Re: Editing HTML files

by Tanktalus (Canon)
on Jul 08, 2008 at 21:15 UTC

in reply to Editing HTML files

From a quick perusal of HTML::Manipulator, it seems that it presupposes you have some HTML in a certain format: either with id tags (by definition these are unique) or comment markers. If you have that, great. If not, and you can't get there, then you'll have to look for another way.

Generally, I can get away with making all my HTML actually XHTML-compliant. Which then means I can whip out my favourite swiss-army knife: XML::Twig. If your HTML already is XHTML, then this becomes really easy - the complicated part will be coming up with the XPath, but that shouldn't be too hard ... something like //div[string()="nothing"] is my guess. The get_xpath function will return all the tag objects at once, and you can just loop through, change the text for each one (set_text), and print it all back out.
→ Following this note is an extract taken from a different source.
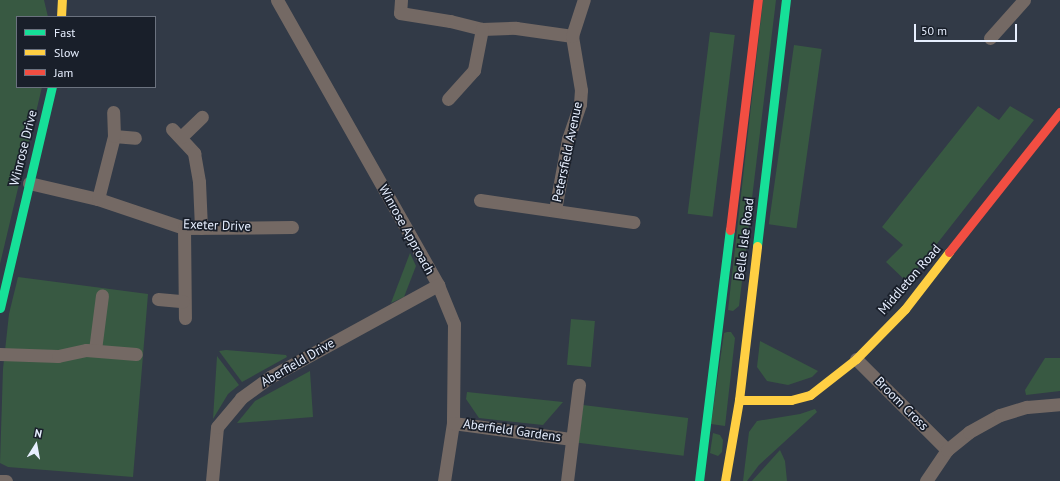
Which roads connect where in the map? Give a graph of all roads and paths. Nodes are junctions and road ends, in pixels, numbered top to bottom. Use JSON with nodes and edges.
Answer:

Otherwise, you'll probably have to roll your own with HTML::Parser...

Re^2: Editing HTML files
by spivey49 (Monk) on Jul 08, 2008 at 21:33 UTC
    Thanks Tanktalus. The problem with XHTML is the files are generated as HTML and get overwritten by another process. The problem with reg expressions is the tag values are unpredictable. I saw the same issue when glancing over the HTML:Manipulator docs. I was hoping I missed something or someone might have seen this tag format before. I'll give HTML::Parser a shot.
      The problem with reg expressions is the tag values are unpredictable.
      Well, in that case a proper parser is a better approach.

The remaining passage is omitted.